| Data to process |
-- Opening Marker --
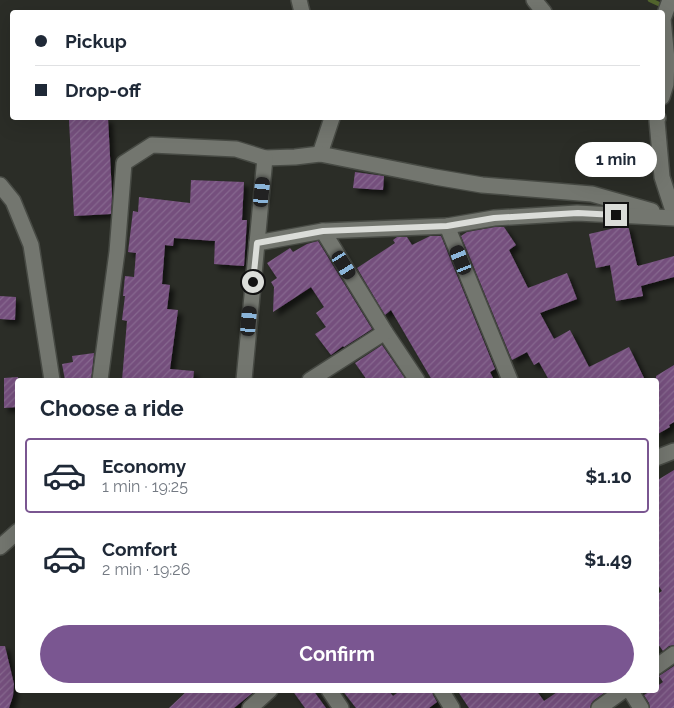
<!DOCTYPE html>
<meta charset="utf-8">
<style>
:root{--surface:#fff;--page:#f2f2f3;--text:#1f2937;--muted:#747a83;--line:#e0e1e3;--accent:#7a5691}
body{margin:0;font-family:Raleway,sans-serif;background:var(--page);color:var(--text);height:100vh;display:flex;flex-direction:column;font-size:19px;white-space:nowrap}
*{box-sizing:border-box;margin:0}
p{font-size:16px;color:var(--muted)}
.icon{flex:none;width:28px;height:28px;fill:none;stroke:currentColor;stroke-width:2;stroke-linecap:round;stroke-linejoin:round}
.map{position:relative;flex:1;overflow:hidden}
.panel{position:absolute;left:15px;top:378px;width:644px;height:315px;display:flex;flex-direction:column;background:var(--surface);border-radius:5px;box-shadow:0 5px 20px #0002}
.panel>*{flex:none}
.guide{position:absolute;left:10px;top:10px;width:655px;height:110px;border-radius:5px;box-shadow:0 5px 20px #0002;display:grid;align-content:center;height:110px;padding:0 25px;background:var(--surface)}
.end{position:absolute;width:22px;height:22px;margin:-11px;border:6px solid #dbddd9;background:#111;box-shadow:0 0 0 2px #111}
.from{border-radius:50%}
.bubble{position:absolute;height:35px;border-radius:18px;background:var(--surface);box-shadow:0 5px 20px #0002;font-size:16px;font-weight:700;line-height:35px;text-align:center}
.car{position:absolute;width:15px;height:30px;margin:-15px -8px;border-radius:6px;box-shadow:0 0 4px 1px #0007;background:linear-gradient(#222 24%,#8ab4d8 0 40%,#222 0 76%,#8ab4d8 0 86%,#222 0)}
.guide b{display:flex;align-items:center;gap:18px;height:48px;font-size:19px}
.guide b+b{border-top:1px solid var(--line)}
.guide i{width:12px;height:12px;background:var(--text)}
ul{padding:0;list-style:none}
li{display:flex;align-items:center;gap:15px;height:75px;margin:0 10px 8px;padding:0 15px;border:2px solid transparent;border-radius:5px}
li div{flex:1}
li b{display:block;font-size:19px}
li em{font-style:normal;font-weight:700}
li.selected{border-color:var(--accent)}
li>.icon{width:45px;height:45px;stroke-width:1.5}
h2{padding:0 25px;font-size:22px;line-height:60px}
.action{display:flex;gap:10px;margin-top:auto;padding:10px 25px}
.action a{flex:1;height:58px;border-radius:30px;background:var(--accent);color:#fff;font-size:20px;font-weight:700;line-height:58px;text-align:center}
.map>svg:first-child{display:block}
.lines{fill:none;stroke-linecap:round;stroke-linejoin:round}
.stream{stroke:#52652d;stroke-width:4.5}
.building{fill:url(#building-hatch);filter:url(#shadow)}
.street-casing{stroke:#474a44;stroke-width:18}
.street{stroke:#73766f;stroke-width:15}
.route{stroke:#dbddd9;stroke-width:6}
</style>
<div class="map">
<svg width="674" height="708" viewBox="0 0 674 708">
<defs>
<pattern id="building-hatch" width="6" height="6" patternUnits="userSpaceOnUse" patternTransform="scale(1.25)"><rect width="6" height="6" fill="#744f7d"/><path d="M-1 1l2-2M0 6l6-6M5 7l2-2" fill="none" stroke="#87688f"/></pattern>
<filter id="shadow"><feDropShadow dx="4.5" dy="4.5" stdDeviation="2.5" flood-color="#0009"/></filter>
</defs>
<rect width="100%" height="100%" fill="#2b2d27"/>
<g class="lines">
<polyline class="stream" points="650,0 674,11"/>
</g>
<g class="building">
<polygon points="108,118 112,194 111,214 74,216 69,120"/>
<polygon points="355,172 384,176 383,190 353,188"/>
<polygon points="191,180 244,182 242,220 247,220 244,266 214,264 215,241 174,238 173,246 165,245 162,284 170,285 167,309 178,310 170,369 194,371 193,380 122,380 127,321 122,320 125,296 123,296 125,276 134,277 136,253 128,252 133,211 138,212 139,197 190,203"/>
<polygon points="628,225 637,265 638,265 638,266 674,256 674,277 641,286 643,296 616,301 610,265 596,268 589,234"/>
<polygon points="495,227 504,227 516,245 509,250 528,288 567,273 577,299 540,313 554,339 570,330 589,367 629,347 645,380 549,380 539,362 534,365 527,352 512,360 461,236 467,232"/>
<polygon points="430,236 441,236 495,369 490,372 494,380 432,380 391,310 385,315 357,268 395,243 393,240 397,237 407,237 412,245"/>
<polygon points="318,241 372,329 344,347 343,346 331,355 315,334 326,327 316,313 324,307 311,287 273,312 274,287 271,282 277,278 267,263 290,248 293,252 307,244"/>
<polygon points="0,296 16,297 15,320 0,319"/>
<polygon points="382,345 406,380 367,380 355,363"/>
<polygon points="94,353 91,380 65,380 62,364 73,362 72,356"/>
<polygon points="674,365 674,422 669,425 670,427 656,435 656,376"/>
<polygon points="18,377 18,407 4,408 4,378"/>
<polygon points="674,470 674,645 669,646 663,651 656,641 656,595 662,591 656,582 656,481"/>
<polygon points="0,646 5,646 14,684 13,696 9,708 0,708"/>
<polygon points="674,666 674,708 650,708 649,703 644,695 652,690 656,690 656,687 663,682 659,676"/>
<polygon points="188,690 256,690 234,708 169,708"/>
<polygon points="292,690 313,690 326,708 305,708"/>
<polygon points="342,690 388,690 393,696 401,690 432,690 433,695 437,702 429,708 356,708"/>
<polygon points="457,690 536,690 544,701 560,690 608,690 593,701 591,704 590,708 469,708"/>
</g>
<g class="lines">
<g class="street-casing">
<g id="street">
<polyline points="299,0 302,12"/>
<polyline points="534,0 544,12"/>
<polyline points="662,97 666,84 667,59 663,19 670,0"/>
<polyline points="658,118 657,121 662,177 674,214"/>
<polyline points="320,154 332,118"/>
<polyline points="265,158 295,157 320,154 435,177 482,185 592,194 652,211"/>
<polyline points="0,185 13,201 31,245 52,380"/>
<polyline points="447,226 510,380"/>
<polyline points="323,231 385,332 417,380"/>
<polyline points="100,380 117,252 124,163 152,145 236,149 265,158 257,243"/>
<polyline points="244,380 257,243 323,231 447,226 494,218 577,213 674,218"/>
<polyline points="310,380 385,332"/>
<polyline points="656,458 674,451"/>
<polyline points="0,547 18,531"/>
<polyline points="656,667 674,654"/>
<polyline points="329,690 341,708"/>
<polyline points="441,690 452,708"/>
<polyline points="630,690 641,708"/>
<polyline points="250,708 270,690"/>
<polyline points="599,708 624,690"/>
</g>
</g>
<use href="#street" class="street"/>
</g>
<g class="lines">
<polyline class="route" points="253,282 257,243 323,231 447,226 494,218 561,214 578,213 616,215"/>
</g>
</svg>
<i class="end from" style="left:253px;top:282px"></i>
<i class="end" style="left:616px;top:215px"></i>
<div class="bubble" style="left:575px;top:142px;width:82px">1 min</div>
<i class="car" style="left:262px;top:192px;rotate:6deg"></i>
<i class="car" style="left:461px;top:260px;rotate:338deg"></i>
<i class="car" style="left:344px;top:265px;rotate:148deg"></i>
<i class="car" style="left:249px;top:321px;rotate:5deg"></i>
<div class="guide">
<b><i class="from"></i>Pickup</b>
<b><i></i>Drop-off</b>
</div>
<section class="panel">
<h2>Choose a ride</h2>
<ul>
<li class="selected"><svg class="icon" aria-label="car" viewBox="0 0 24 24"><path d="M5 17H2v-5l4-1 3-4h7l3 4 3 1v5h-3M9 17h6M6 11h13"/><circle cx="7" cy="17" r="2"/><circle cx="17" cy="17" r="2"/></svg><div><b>Economy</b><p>1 min · 19:25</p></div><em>$1.10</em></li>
<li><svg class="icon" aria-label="car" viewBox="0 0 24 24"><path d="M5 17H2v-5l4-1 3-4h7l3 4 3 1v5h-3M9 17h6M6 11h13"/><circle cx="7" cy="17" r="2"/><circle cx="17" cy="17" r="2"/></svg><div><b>Comfort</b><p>2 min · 19:26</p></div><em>$1.49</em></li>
</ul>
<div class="action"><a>Confirm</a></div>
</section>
</div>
-- Closing Marker --
| Instructions to follow |
Using the listing above, say how many of its lines include "action", offering nothing besides the number.

| Result below |
3